### What to work on
Output each record exactly, with nothing omitted.

Start of Records provided

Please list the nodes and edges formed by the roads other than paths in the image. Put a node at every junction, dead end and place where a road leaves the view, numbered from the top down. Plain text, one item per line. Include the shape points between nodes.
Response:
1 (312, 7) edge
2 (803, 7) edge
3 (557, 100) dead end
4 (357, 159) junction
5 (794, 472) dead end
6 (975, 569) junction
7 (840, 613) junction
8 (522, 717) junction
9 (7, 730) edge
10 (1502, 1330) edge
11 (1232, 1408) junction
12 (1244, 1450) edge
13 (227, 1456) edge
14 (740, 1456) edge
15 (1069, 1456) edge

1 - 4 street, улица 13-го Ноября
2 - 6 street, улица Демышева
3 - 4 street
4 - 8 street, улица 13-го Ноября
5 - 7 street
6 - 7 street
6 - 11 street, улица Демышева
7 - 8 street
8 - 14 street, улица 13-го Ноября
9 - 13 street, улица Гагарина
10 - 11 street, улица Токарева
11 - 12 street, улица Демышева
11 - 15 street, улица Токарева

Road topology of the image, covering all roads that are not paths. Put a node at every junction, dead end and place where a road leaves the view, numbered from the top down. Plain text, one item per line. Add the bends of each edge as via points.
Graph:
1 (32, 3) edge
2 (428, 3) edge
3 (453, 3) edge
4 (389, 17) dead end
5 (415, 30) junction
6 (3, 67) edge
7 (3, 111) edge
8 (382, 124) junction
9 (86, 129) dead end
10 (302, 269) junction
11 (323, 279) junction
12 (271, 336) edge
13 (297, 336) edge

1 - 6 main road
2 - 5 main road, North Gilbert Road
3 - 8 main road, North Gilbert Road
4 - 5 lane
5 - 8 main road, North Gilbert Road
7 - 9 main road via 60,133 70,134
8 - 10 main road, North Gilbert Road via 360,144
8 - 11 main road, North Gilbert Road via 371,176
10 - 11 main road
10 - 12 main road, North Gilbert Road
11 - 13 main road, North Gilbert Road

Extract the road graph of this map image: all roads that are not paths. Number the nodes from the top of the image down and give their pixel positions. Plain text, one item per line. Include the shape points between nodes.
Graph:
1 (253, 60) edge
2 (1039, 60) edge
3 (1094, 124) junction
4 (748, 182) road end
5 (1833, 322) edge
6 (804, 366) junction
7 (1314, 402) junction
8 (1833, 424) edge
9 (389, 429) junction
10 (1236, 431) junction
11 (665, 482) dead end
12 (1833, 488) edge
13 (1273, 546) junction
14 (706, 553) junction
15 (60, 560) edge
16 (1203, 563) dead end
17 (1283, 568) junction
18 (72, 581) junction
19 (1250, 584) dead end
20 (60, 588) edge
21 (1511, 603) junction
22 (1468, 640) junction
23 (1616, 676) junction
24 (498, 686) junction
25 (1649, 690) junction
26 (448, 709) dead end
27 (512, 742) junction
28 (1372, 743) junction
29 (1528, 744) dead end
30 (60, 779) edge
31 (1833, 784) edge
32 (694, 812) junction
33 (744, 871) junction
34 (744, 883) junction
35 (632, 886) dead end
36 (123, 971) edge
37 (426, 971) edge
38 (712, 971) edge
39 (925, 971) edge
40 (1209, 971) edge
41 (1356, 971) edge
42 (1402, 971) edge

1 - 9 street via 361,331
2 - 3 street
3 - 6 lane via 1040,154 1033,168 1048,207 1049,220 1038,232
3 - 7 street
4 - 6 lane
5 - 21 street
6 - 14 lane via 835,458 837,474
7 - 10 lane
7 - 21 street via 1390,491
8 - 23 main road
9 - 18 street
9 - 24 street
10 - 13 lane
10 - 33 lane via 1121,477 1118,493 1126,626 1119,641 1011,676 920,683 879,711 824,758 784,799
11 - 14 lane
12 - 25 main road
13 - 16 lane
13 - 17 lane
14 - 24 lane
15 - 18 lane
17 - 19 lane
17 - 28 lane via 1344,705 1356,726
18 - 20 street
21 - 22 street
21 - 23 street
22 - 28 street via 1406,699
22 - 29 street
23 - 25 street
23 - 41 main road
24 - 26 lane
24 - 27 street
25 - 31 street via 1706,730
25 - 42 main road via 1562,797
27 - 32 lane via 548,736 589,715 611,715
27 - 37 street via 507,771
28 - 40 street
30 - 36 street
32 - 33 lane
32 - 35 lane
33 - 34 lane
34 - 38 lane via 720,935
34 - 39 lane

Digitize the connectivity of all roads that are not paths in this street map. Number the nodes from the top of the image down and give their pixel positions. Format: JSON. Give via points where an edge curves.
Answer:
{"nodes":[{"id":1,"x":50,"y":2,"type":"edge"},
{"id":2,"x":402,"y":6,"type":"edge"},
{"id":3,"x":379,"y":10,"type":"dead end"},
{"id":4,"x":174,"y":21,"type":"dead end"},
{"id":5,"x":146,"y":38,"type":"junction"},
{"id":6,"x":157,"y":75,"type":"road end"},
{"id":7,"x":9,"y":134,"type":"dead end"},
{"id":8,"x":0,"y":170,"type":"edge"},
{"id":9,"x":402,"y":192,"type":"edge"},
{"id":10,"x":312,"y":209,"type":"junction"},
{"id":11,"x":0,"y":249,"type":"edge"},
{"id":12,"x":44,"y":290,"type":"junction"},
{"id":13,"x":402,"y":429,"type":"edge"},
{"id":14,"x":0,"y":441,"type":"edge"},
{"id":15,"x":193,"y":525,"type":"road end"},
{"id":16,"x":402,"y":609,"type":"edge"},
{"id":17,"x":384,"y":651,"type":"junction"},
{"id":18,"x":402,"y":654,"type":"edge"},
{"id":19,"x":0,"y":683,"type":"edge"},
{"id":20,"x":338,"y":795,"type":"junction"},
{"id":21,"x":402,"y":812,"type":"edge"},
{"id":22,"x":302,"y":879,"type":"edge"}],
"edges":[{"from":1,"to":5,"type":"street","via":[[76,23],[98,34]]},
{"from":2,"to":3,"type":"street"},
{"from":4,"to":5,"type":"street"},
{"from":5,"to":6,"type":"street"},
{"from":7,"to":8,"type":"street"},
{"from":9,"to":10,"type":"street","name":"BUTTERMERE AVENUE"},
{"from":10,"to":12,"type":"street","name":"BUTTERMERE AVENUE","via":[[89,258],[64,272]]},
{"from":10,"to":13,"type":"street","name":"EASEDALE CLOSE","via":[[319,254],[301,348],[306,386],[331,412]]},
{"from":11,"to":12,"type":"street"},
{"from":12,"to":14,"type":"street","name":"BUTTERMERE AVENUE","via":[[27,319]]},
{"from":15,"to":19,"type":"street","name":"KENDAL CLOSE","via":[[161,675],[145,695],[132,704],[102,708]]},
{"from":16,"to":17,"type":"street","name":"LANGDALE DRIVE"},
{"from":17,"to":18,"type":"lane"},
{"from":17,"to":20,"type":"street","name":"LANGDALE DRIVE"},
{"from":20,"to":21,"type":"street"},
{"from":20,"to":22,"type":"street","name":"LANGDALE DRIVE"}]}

End of Records provided

### Solution for this task
Please list the nodes and edges formed by the roads other than paths in the image. Put a node at every junction, dead end and place where a road leaves the view, numbered from the top down. Plain text, one item per line. Include the shape points between nodes.
Response:
1 (312, 7) edge
2 (803, 7) edge
3 (557, 100) dead end
4 (357, 159) junction
5 (794, 472) dead end
6 (975, 569) junction
7 (840, 613) junction
8 (522, 717) junction
9 (7, 730) edge
10 (1502, 1330) edge
11 (1232, 1408) junction
12 (1244, 1450) edge
13 (227, 1456) edge
14 (740, 1456) edge
15 (1069, 1456) edge

1 - 4 street, улица 13-го Ноября
2 - 6 street, улица Демышева
3 - 4 street
4 - 8 street, улица 13-го Ноября
5 - 7 street
6 - 7 street
6 - 11 street, улица Демышева
7 - 8 street
8 - 14 street, улица 13-го Ноября
9 - 13 street, улица Гагарина
10 - 11 street, улица Токарева
11 - 12 street, улица Демышева
11 - 15 street, улица Токарева

Road topology of the image, covering all roads that are not paths. Put a node at every junction, dead end and place where a road leaves the view, numbered from the top down. Plain text, one item per line. Add the bends of each edge as via points.
Graph:
1 (32, 3) edge
2 (428, 3) edge
3 (453, 3) edge
4 (389, 17) dead end
5 (415, 30) junction
6 (3, 67) edge
7 (3, 111) edge
8 (382, 124) junction
9 (86, 129) dead end
10 (302, 269) junction
11 (323, 279) junction
12 (271, 336) edge
13 (297, 336) edge

1 - 6 main road
2 - 5 main road, North Gilbert Road
3 - 8 main road, North Gilbert Road
4 - 5 lane
5 - 8 main road, North Gilbert Road
7 - 9 main road via 60,133 70,134
8 - 10 main road, North Gilbert Road via 360,144
8 - 11 main road, North Gilbert Road via 371,176
10 - 11 main road
10 - 12 main road, North Gilbert Road
11 - 13 main road, North Gilbert Road

Extract the road graph of this map image: all roads that are not paths. Number the nodes from the top of the image down and give their pixel positions. Plain text, one item per line. Include the shape points between nodes.
Graph:
1 (253, 60) edge
2 (1039, 60) edge
3 (1094, 124) junction
4 (748, 182) road end
5 (1833, 322) edge
6 (804, 366) junction
7 (1314, 402) junction
8 (1833, 424) edge
9 (389, 429) junction
10 (1236, 431) junction
11 (665, 482) dead end
12 (1833, 488) edge
13 (1273, 546) junction
14 (706, 553) junction
15 (60, 560) edge
16 (1203, 563) dead end
17 (1283, 568) junction
18 (72, 581) junction
19 (1250, 584) dead end
20 (60, 588) edge
21 (1511, 603) junction
22 (1468, 640) junction
23 (1616, 676) junction
24 (498, 686) junction
25 (1649, 690) junction
26 (448, 709) dead end
27 (512, 742) junction
28 (1372, 743) junction
29 (1528, 744) dead end
30 (60, 779) edge
31 (1833, 784) edge
32 (694, 812) junction
33 (744, 871) junction
34 (744, 883) junction
35 (632, 886) dead end
36 (123, 971) edge
37 (426, 971) edge
38 (712, 971) edge
39 (925, 971) edge
40 (1209, 971) edge
41 (1356, 971) edge
42 (1402, 971) edge

1 - 9 street via 361,331
2 - 3 street
3 - 6 lane via 1040,154 1033,168 1048,207 1049,220 1038,232
3 - 7 street
4 - 6 lane
5 - 21 street
6 - 14 lane via 835,458 837,474
7 - 10 lane
7 - 21 street via 1390,491
8 - 23 main road
9 - 18 street
9 - 24 street
10 - 13 lane
10 - 33 lane via 1121,477 1118,493 1126,626 1119,641 1011,676 920,683 879,711 824,758 784,799
11 - 14 lane
12 - 25 main road
13 - 16 lane
13 - 17 lane
14 - 24 lane
15 - 18 lane
17 - 19 lane
17 - 28 lane via 1344,705 1356,726
18 - 20 street
21 - 22 street
21 - 23 street
22 - 28 street via 1406,699
22 - 29 street
23 - 25 street
23 - 41 main road
24 - 26 lane
24 - 27 street
25 - 31 street via 1706,730
25 - 42 main road via 1562,797
27 - 32 lane via 548,736 589,715 611,715
27 - 37 street via 507,771
28 - 40 street
30 - 36 street
32 - 33 lane
32 - 35 lane
33 - 34 lane
34 - 38 lane via 720,935
34 - 39 lane

Digitize the connectivity of all roads that are not paths in this street map. Number the nodes from the top of the image down and give their pixel positions. Format: JSON. Give via points where an edge curves.
Answer:
{"nodes":[{"id":1,"x":50,"y":2,"type":"edge"},
{"id":2,"x":402,"y":6,"type":"edge"},
{"id":3,"x":379,"y":10,"type":"dead end"},
{"id":4,"x":174,"y":21,"type":"dead end"},
{"id":5,"x":146,"y":38,"type":"junction"},
{"id":6,"x":157,"y":75,"type":"road end"},
{"id":7,"x":9,"y":134,"type":"dead end"},
{"id":8,"x":0,"y":170,"type":"edge"},
{"id":9,"x":402,"y":192,"type":"edge"},
{"id":10,"x":312,"y":209,"type":"junction"},
{"id":11,"x":0,"y":249,"type":"edge"},
{"id":12,"x":44,"y":290,"type":"junction"},
{"id":13,"x":402,"y":429,"type":"edge"},
{"id":14,"x":0,"y":441,"type":"edge"},
{"id":15,"x":193,"y":525,"type":"road end"},
{"id":16,"x":402,"y":609,"type":"edge"},
{"id":17,"x":384,"y":651,"type":"junction"},
{"id":18,"x":402,"y":654,"type":"edge"},
{"id":19,"x":0,"y":683,"type":"edge"},
{"id":20,"x":338,"y":795,"type":"junction"},
{"id":21,"x":402,"y":812,"type":"edge"},
{"id":22,"x":302,"y":879,"type":"edge"}],
"edges":[{"from":1,"to":5,"type":"street","via":[[76,23],[98,34]]},
{"from":2,"to":3,"type":"street"},
{"from":4,"to":5,"type":"street"},
{"from":5,"to":6,"type":"street"},
{"from":7,"to":8,"type":"street"},
{"from":9,"to":10,"type":"street","name":"BUTTERMERE AVENUE"},
{"from":10,"to":12,"type":"street","name":"BUTTERMERE AVENUE","via":[[89,258],[64,272]]},
{"from":10,"to":13,"type":"street","name":"EASEDALE CLOSE","via":[[319,254],[301,348],[306,386],[331,412]]},
{"from":11,"to":12,"type":"street"},
{"from":12,"to":14,"type":"street","name":"BUTTERMERE AVENUE","via":[[27,319]]},
{"from":15,"to":19,"type":"street","name":"KENDAL CLOSE","via":[[161,675],[145,695],[132,704],[102,708]]},
{"from":16,"to":17,"type":"street","name":"LANGDALE DRIVE"},
{"from":17,"to":18,"type":"lane"},
{"from":17,"to":20,"type":"street","name":"LANGDALE DRIVE"},
{"from":20,"to":21,"type":"street"},
{"from":20,"to":22,"type":"street","name":"LANGDALE DRIVE"}]}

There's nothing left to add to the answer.